As you may have suspected, upon graduation I sort of, um, freaked out. I was scared that I had done it all wrong, and I had so many questions, the most basic of which was, honestly, what do I even like to do? If I was spending so much time doing things I don’t like, there must be an alternative where I am doing things that I do like, right? At the time, I even questioned my “career path.” Then-and-there, I made a drastic change and moved completely cross-country to Los Angeles to live with a friend who worked in the entertainment industry. I hoped the space, change, and weather would let me clear my mind and help me to discover my “passions.” Unfortunately, the experience was a bit more stressful than it was inspiring. I realized the cumulative stress of interviewing for jobs (about 30 face-to-face interviews total, and for jobs that had NOTHING to do with my degree!), paying rent, and building relationships in a new city was not worth it. With each new interview I got more and more run down, and I completely let go of my diet and active lifestyle, which, of course, just made me feel worse and worse.
When I finally moved home to New England in the late spring, I KNEW it was time to make some changes. While in L.A. and applying to jobs in marketing, television, and entertainment, I had come to rediscover my true PASSION for public health and social justice, and realized that what I REALLY wanted the most was to complete the final year of my M.P.H degree in epidemiology.
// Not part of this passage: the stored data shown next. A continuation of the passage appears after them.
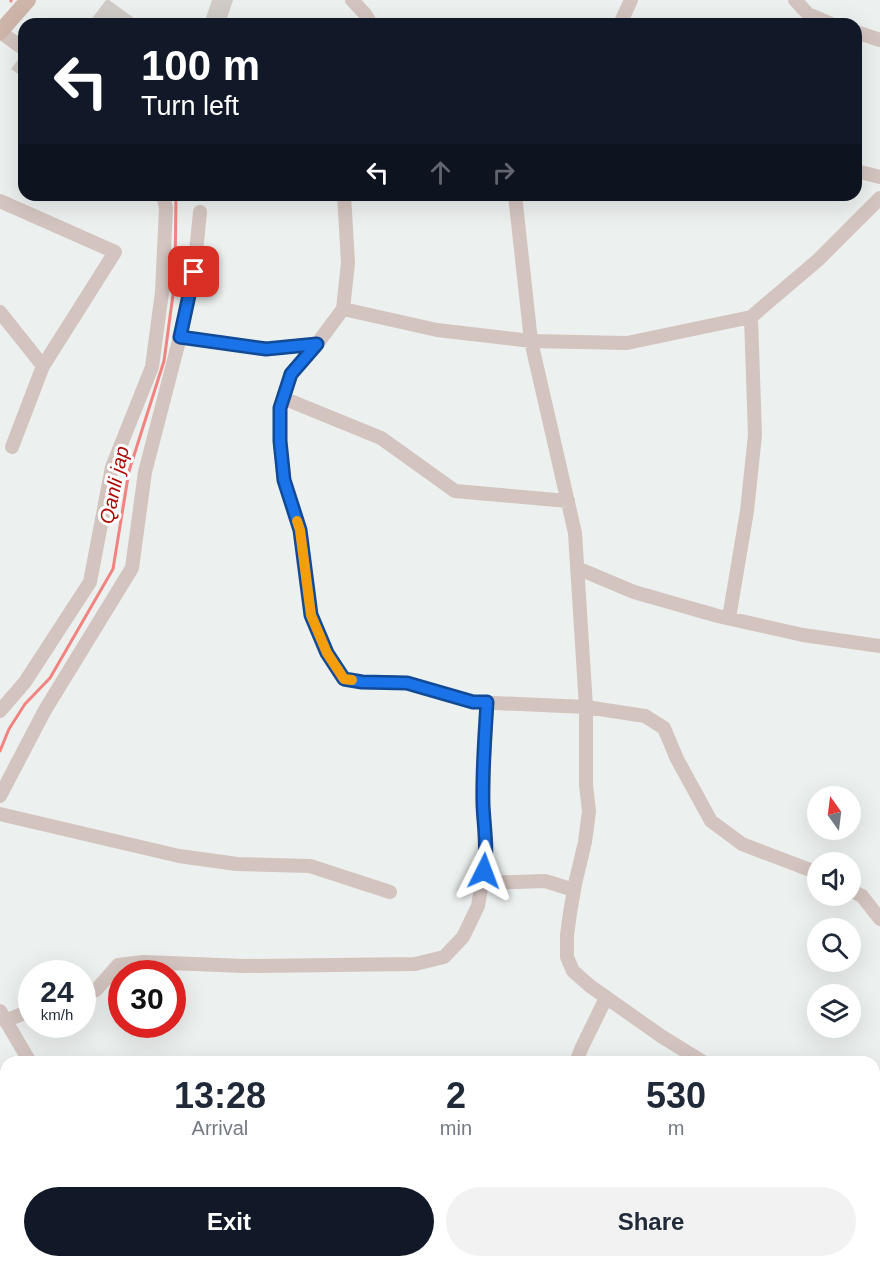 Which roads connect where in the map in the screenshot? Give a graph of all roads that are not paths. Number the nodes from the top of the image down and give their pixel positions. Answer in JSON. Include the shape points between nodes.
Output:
{"nodes":[{"id":1,"x":28,"y":0,"type":"edge"},
{"id":2,"x":351,"y":0,"type":"edge"},
{"id":3,"x":631,"y":0,"type":"edge"},
{"id":4,"x":795,"y":0,"type":"edge"},
{"id":5,"x":367,"y":18,"type":"edge"},
{"id":6,"x":623,"y":18,"type":"edge"},
{"id":7,"x":817,"y":18,"type":"edge"},
{"id":8,"x":0,"y":32,"type":"edge"},
{"id":9,"x":862,"y":34,"type":"edge"},
{"id":10,"x":880,"y":39,"type":"edge"},
{"id":11,"x":18,"y":45,"type":"edge"},
{"id":12,"x":862,"y":172,"type":"edge"},
{"id":13,"x":880,"y":177,"type":"edge"},
{"id":14,"x":880,"y":198,"type":"edge"},
{"id":15,"x":0,"y":201,"type":"edge"},
{"id":16,"x":164,"y":201,"type":"edge"},
{"id":17,"x":344,"y":201,"type":"edge"},
{"id":18,"x":516,"y":201,"type":"edge"},
{"id":19,"x":200,"y":212,"type":"dead end"},
{"id":20,"x":344,"y":309,"type":"junction"},
{"id":21,"x":0,"y":312,"type":"edge"},
{"id":22,"x":751,"y":317,"type":"junction"},
{"id":23,"x":180,"y":337,"type":"junction"},
{"id":24,"x":531,"y":340,"type":"junction"},
{"id":25,"x":317,"y":344,"type":"junction"},
{"id":26,"x":43,"y":366,"type":"junction"},
{"id":27,"x":284,"y":398,"type":"junction"},
{"id":28,"x":12,"y":447,"type":"dead end"},
{"id":29,"x":568,"y":501,"type":"junction"},
{"id":30,"x":577,"y":568,"type":"junction"},
{"id":31,"x":729,"y":618,"type":"junction"},
{"id":32,"x":880,"y":646,"type":"edge"},
{"id":33,"x":487,"y":702,"type":"junction"},
{"id":34,"x":586,"y":707,"type":"junction"},
{"id":35,"x":0,"y":711,"type":"edge"},
{"id":36,"x":0,"y":796,"type":"edge"},
{"id":37,"x":0,"y":814,"type":"edge"},
{"id":38,"x":807,"y":869,"type":"edge"},
{"id":39,"x":482,"y":883,"type":"junction"},
{"id":40,"x":574,"y":890,"type":"junction"},
{"id":41,"x":390,"y":892,"type":"dead end"},
{"id":42,"x":861,"y":896,"type":"edge"},
{"id":43,"x":880,"y":919,"type":"edge"},
{"id":44,"x":96,"y":990,"type":"edge"},
{"id":45,"x":606,"y":998,"type":"junction"},
{"id":46,"x":18,"y":1013,"type":"edge"},
{"id":47,"x":3,"y":1016,"type":"edge"},
{"id":48,"x":26,"y":1056,"type":"edge"},
{"id":49,"x":578,"y":1056,"type":"edge"},
{"id":50,"x":693,"y":1056,"type":"edge"}],
"edges":[{"from":1,"to":8,"type":"main road"},
{"from":2,"to":5,"type":"street"},
{"from":3,"to":6,"type":"street"},
{"from":4,"to":7,"type":"street"},
{"from":8,"to":11,"type":"street"},
{"from":9,"to":10,"type":"street"},
{"from":12,"to":13,"type":"street"},
{"from":14,"to":22,"type":"street","via":[[818,260]]},
{"from":15,"to":26,"type":"street","via":[[115,252]]},
{"from":16,"to":35,"type":"street","via":[[162,292],[152,367],[112,466],[90,582],[26,682]]},
{"from":17,"to":20,"type":"street","via":[[348,263]]},
{"from":18,"to":24,"type":"street"},
{"from":19,"to":23,"type":"street","via":[[194,272]]},
{"from":20,"to":24,"type":"street","via":[[437,330]]},
{"from":20,"to":25,"type":"street"},
{"from":21,"to":26,"type":"street"},
{"from":22,"to":24,"type":"street","via":[[627,343]]},
{"from":22,"to":31,"type":"street","via":[[755,435]]},
{"from":23,"to":25,"type":"street","via":[[266,349]]},
{"from":23,"to":36,"type":"street","via":[[145,472],[132,568],[45,710]]},
{"from":24,"to":29,"type":"street"},
{"from":25,"to":27,"type":"street","via":[[291,374]]},
{"from":26,"to":28,"type":"street"},
{"from":27,"to":29,"type":"street","via":[[381,438],[455,491]]},
{"from":27,"to":33,"type":"street","via":[[280,408],[280,441],[284,480],[300,530],[311,615],[327,653],[344,679],[407,683],[473,702]]},
{"from":29,"to":30,"type":"street"},
{"from":30,"to":31,"type":"street","via":[[634,592]]},
{"from":30,"to":34,"type":"street"},
{"from":31,"to":32,"type":"street","via":[[803,635]]},
{"from":33,"to":34,"type":"street"},
{"from":33,"to":39,"type":"street","via":[[483,804],[486,858]]},
{"from":34,"to":38,"type":"street","via":[[645,716],[663,728],[711,821],[742,844]]},
{"from":34,"to":40,"type":"street","via":[[589,811]]},
{"from":37,"to":41,"type":"street","via":[[179,856],[237,864],[310,866]]},
{"from":39,"to":40,"type":"street","via":[[545,880]]},
{"from":39,"to":44,"type":"street","via":[[478,906],[463,937],[444,957],[415,964],[245,966],[144,962],[118,965]]},
{"from":40,"to":45,"type":"street","via":[[567,957],[573,971]]},
{"from":42,"to":43,"type":"street"},
{"from":45,"to":49,"type":"street"},
{"from":45,"to":50,"type":"street"},
{"from":46,"to":47,"type":"street"},
{"from":47,"to":48,"type":"street"}]}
This spark of PASSION, though faint, was enough to send a shiver down my spine. For the first time in a long while, I was excited about MY life. Since that initial spark, I have become somewhat of a passion junkie.
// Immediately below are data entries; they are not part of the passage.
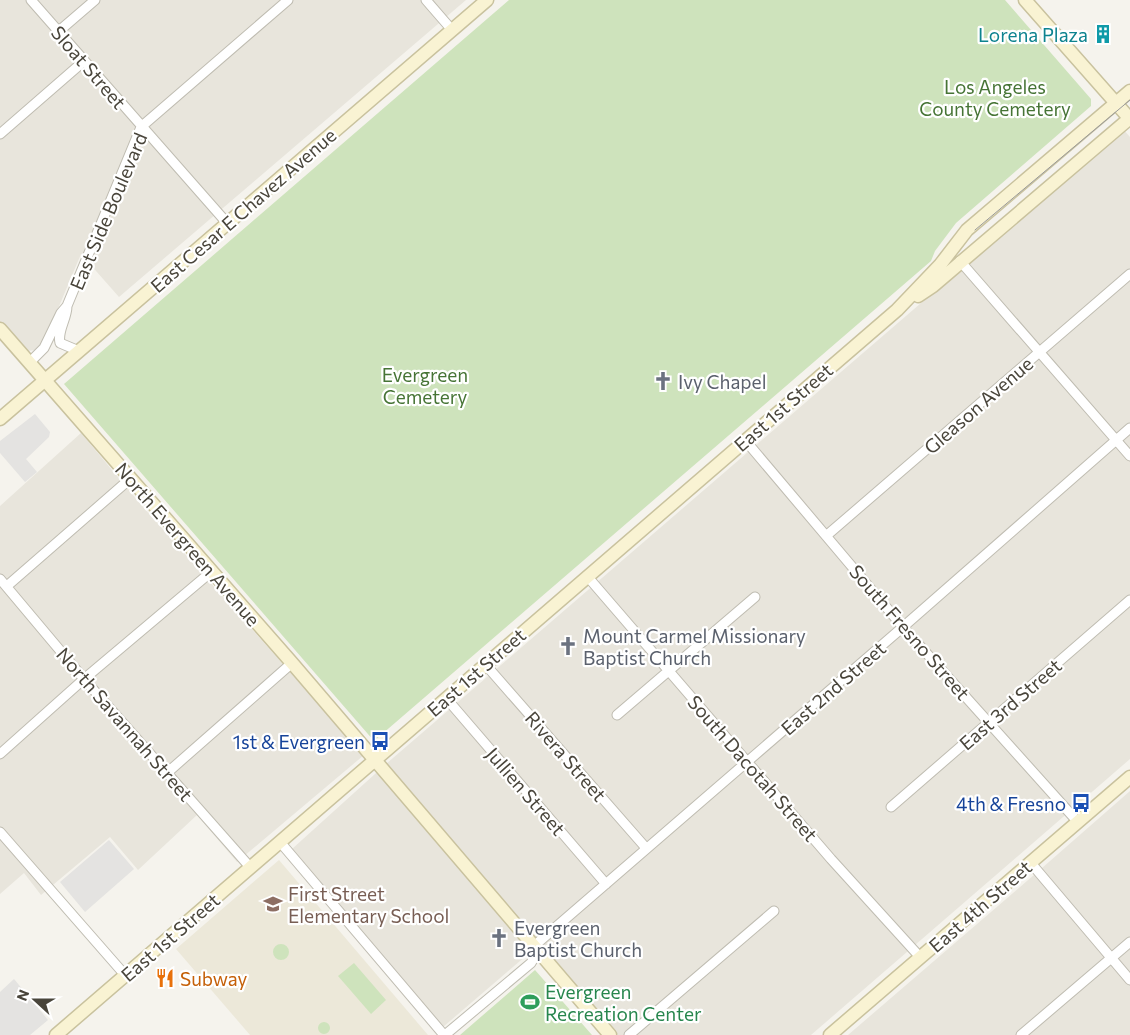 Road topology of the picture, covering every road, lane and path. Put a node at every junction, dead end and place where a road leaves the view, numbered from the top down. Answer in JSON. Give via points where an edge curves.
{"nodes":[{"id":1,"x":31,"y":0,"type":"edge"},
{"id":2,"x":94,"y":0,"type":"edge"},
{"id":3,"x":288,"y":0,"type":"edge"},
{"id":4,"x":426,"y":0,"type":"edge"},
{"id":5,"x":487,"y":0,"type":"edge"},
{"id":6,"x":1025,"y":0,"type":"edge"},
{"id":7,"x":452,"y":30,"type":"junction"},
{"id":8,"x":59,"y":31,"type":"junction"},
{"id":9,"x":84,"y":61,"type":"junction"},
{"id":10,"x":1130,"y":91,"type":"edge"},
{"id":11,"x":1126,"y":114,"type":"edge"},
{"id":12,"x":141,"y":127,"type":"junction"},
{"id":13,"x":0,"y":134,"type":"edge"},
{"id":14,"x":227,"y":224,"type":"junction"},
{"id":15,"x":960,"y":262,"type":"junction"},
{"id":16,"x":1130,"y":274,"type":"edge"},
{"id":17,"x":67,"y":306,"type":"junction"},
{"id":18,"x":897,"y":310,"type":"junction"},
{"id":19,"x":0,"y":329,"type":"edge"},
{"id":20,"x":80,"y":350,"type":"junction"},
{"id":21,"x":1039,"y":352,"type":"junction"},
{"id":22,"x":29,"y":362,"type":"junction"},
{"id":23,"x":44,"y":381,"type":"junction"},
{"id":24,"x":0,"y":420,"type":"edge"},
{"id":25,"x":1130,"y":428,"type":"edge"},
{"id":26,"x":745,"y":440,"type":"junction"},
{"id":27,"x":1116,"y":440,"type":"junction"},
{"id":28,"x":1130,"y":456,"type":"edge"},
{"id":29,"x":131,"y":478,"type":"junction"},
{"id":30,"x":826,"y":536,"type":"junction"},
{"id":31,"x":211,"y":572,"type":"junction"},
{"id":32,"x":587,"y":576,"type":"junction"},
{"id":33,"x":0,"y":579,"type":"edge"},
{"id":34,"x":7,"y":586,"type":"junction"},
{"id":35,"x":755,"y":597,"type":"dead end"},
{"id":36,"x":1130,"y":600,"type":"edge"},
{"id":37,"x":903,"y":627,"type":"junction"},
{"id":38,"x":292,"y":663,"type":"junction"},
{"id":39,"x":485,"y":664,"type":"junction"},
{"id":40,"x":670,"y":672,"type":"junction"},
{"id":41,"x":84,"y":679,"type":"junction"},
{"id":42,"x":446,"y":698,"type":"junction"},
{"id":43,"x":617,"y":716,"type":"dead end"},
{"id":44,"x":990,"y":722,"type":"junction"},
{"id":45,"x":0,"y":754,"type":"edge"},
{"id":46,"x":373,"y":760,"type":"junction"},
{"id":47,"x":748,"y":761,"type":"junction"},
{"id":48,"x":168,"y":772,"type":"junction"},
{"id":49,"x":1128,"y":782,"type":"edge"},
{"id":50,"x":891,"y":807,"type":"dead end"},
{"id":51,"x":1077,"y":821,"type":"junction"},
{"id":52,"x":0,"y":832,"type":"edge"},
{"id":53,"x":280,"y":842,"type":"junction"},
{"id":54,"x":646,"y":848,"type":"junction"},
{"id":55,"x":1030,"y":862,"type":"junction"},
{"id":56,"x":250,"y":867,"type":"junction"},
{"id":57,"x":606,"y":884,"type":"junction"},
{"id":58,"x":774,"y":911,"type":"dead end"},
{"id":59,"x":1130,"y":942,"type":"edge"},
{"id":60,"x":536,"y":949,"type":"junction"},
{"id":61,"x":920,"y":957,"type":"junction"},
{"id":62,"x":1111,"y":959,"type":"junction"},
{"id":63,"x":125,"y":975,"type":"junction"},
{"id":64,"x":1130,"y":980,"type":"edge"},
{"id":65,"x":56,"y":1035,"type":"edge"},
{"id":66,"x":445,"y":1035,"type":"edge"},
{"id":67,"x":610,"y":1035,"type":"edge"},
{"id":68,"x":630,"y":1035,"type":"edge"},
{"id":69,"x":830,"y":1035,"type":"edge"},
{"id":70,"x":1021,"y":1035,"type":"edge"}],
"edges":[{"from":1,"to":8,"type":"street","name":"Sloat Street"},
{"from":2,"to":8,"type":"street"},
{"from":3,"to":12,"type":"street","name":"East Side Boulevard"},
{"from":4,"to":7,"type":"street"},
{"from":5,"to":7,"type":"street","name":"East Cesar E Chavez Avenue"},
{"from":6,"to":11,"type":"street"},
{"from":7,"to":14,"type":"street","name":"East Cesar E Chavez Avenue"},
{"from":8,"to":9,"type":"street","name":"Sloat Street"},
{"from":9,"to":12,"type":"street","name":"Sloat Street"},
{"from":9,"to":13,"type":"street"},
{"from":10,"to":11,"type":"street","name":"East 1st Street"},
{"from":11,"to":15,"type":"street","name":"East 1st Street"},
{"from":11,"to":18,"type":"street","name":"East 1st Street","via":[[967,230],[940,265]]},
{"from":12,"to":14,"type":"street","name":"Sloat Street"},
{"from":12,"to":17,"type":"street","name":"East Side Boulevard"},
{"from":14,"to":20,"type":"street","name":"East Cesar E Chavez Avenue"},
{"from":15,"to":18,"type":"street","name":"East 1st Street","via":[[933,286]]},
{"from":15,"to":21,"type":"street"},
{"from":16,"to":21,"type":"street","name":"Gleason Avenue"},
{"from":17,"to":20,"type":"street","name":"East Side Boulevard","via":[[60,343]]},
{"from":17,"to":22,"type":"street","name":"East Side Boulevard","via":[[44,348]]},
{"from":18,"to":26,"type":"street","name":"East 1st Street"},
{"from":19,"to":22,"type":"street","name":"North Evergreen Avenue"},
{"from":20,"to":23,"type":"street","name":"East Cesar E Chavez Avenue"},
{"from":21,"to":27,"type":"street"},
{"from":21,"to":30,"type":"street","name":"Gleason Avenue"},
{"from":22,"to":23,"type":"street","name":"North Evergreen Avenue"},
{"from":23,"to":24,"type":"street","name":"East Cesar E Chavez Avenue"},
{"from":23,"to":29,"type":"street","name":"North Evergreen Avenue"},
{"from":25,"to":27,"type":"street","name":"East 2nd Street"},
{"from":26,"to":30,"type":"street","name":"South Fresno Street"},
{"from":26,"to":32,"type":"street","name":"East 1st Street"},
{"from":27,"to":28,"type":"street"},
{"from":27,"to":37,"type":"street","name":"East 2nd Street"},
{"from":29,"to":31,"type":"street","name":"North Evergreen Avenue"},
{"from":29,"to":34,"type":"street"},
{"from":30,"to":37,"type":"street","name":"South Fresno Street"},
{"from":31,"to":38,"type":"street","name":"North Evergreen Avenue"},
{"from":31,"to":41,"type":"street"},
{"from":32,"to":39,"type":"street","name":"East 1st Street"},
{"from":32,"to":40,"type":"street","name":"South Dacotah Street"},
{"from":33,"to":34,"type":"street","name":"North Savannah Street"},
{"from":34,"to":41,"type":"street","name":"North Savannah Street"},
{"from":35,"to":40,"type":"street"},
{"from":36,"to":44,"type":"street","name":"East 3rd Street"},
{"from":37,"to":44,"type":"street","name":"South Fresno Street"},
{"from":37,"to":47,"type":"street","name":"East 2nd Street"},
{"from":38,"to":46,"type":"street","name":"North Evergreen Avenue"},
{"from":38,"to":48,"type":"street"},
{"from":39,"to":42,"type":"street","name":"East 1st Street"},
{"from":39,"to":54,"type":"street","name":"Rivera Street"},
{"from":40,"to":43,"type":"street"},
{"from":40,"to":47,"type":"street","name":"South Dacotah Street"},
{"from":41,"to":45,"type":"street"},
{"from":41,"to":48,"type":"street","name":"North Savannah Street"},
{"from":42,"to":46,"type":"street","name":"East 1st Street"},
{"from":42,"to":57,"type":"street","name":"Jullien Street"},
{"from":44,"to":50,"type":"street","name":"East 3rd Street"},
{"from":44,"to":51,"type":"street","name":"South Fresno Street"},
{"from":46,"to":53,"type":"street","name":"East 1st Street"},
{"from":46,"to":60,"type":"street","name":"North Evergreen Avenue"},
{"from":47,"to":54,"type":"street","name":"East 2nd Street"},
{"from":47,"to":61,"type":"street","name":"South Dacotah Street"},
{"from":48,"to":56,"type":"street","name":"North Savannah Street"},
{"from":49,"to":51,"type":"street","name":"East 4th Street"},
{"from":51,"to":55,"type":"street","name":"East 4th Street"},
{"from":52,"to":63,"type":"street"},
{"from":53,"to":56,"type":"street","name":"East 1st Street"},
{"from":53,"to":66,"type":"street"},
{"from":54,"to":57,"type":"street","name":"East 2nd Street"},
{"from":55,"to":61,"type":"street","name":"East 4th Street"},
{"from":55,"to":62,"type":"street"},
{"from":56,"to":63,"type":"street","name":"East 1st Street"},
{"from":57,"to":60,"type":"street","name":"East 2nd Street"},
{"from":58,"to":68,"type":"street"},
{"from":59,"to":62,"type":"street"},
{"from":60,"to":66,"type":"street","name":"East 2nd Street","via":[[531,962]]},
{"from":60,"to":67,"type":"street","name":"North Evergreen Avenue"},
{"from":61,"to":69,"type":"street","name":"East 4th Street"},
{"from":62,"to":64,"type":"street"},
{"from":62,"to":70,"type":"street"},
{"from":63,"to":65,"type":"street","name":"East 1st Street"}]}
And so came the idea for a blog.
First and foremost, I wanted a forum to write because- you guessed it- writing is one of my passions. Second, I was searching for a way to legitimize my transformation towards the “passionate” life (so a blog seemed only natural- anything that is written is obviously legit, right?). Third, I needed a means to publish a collection of book reviews I had written while in L.A., particularly books written for the 20-ish woman who, like me, is setting up a place for herself in the professional world and balancing all the elements that come with that transition. And finally, I wanted to share all of this to the blogosphere in a hope that maybe others will be equally inspired to chase the om as well!
And, alas, I had a basis for my blog!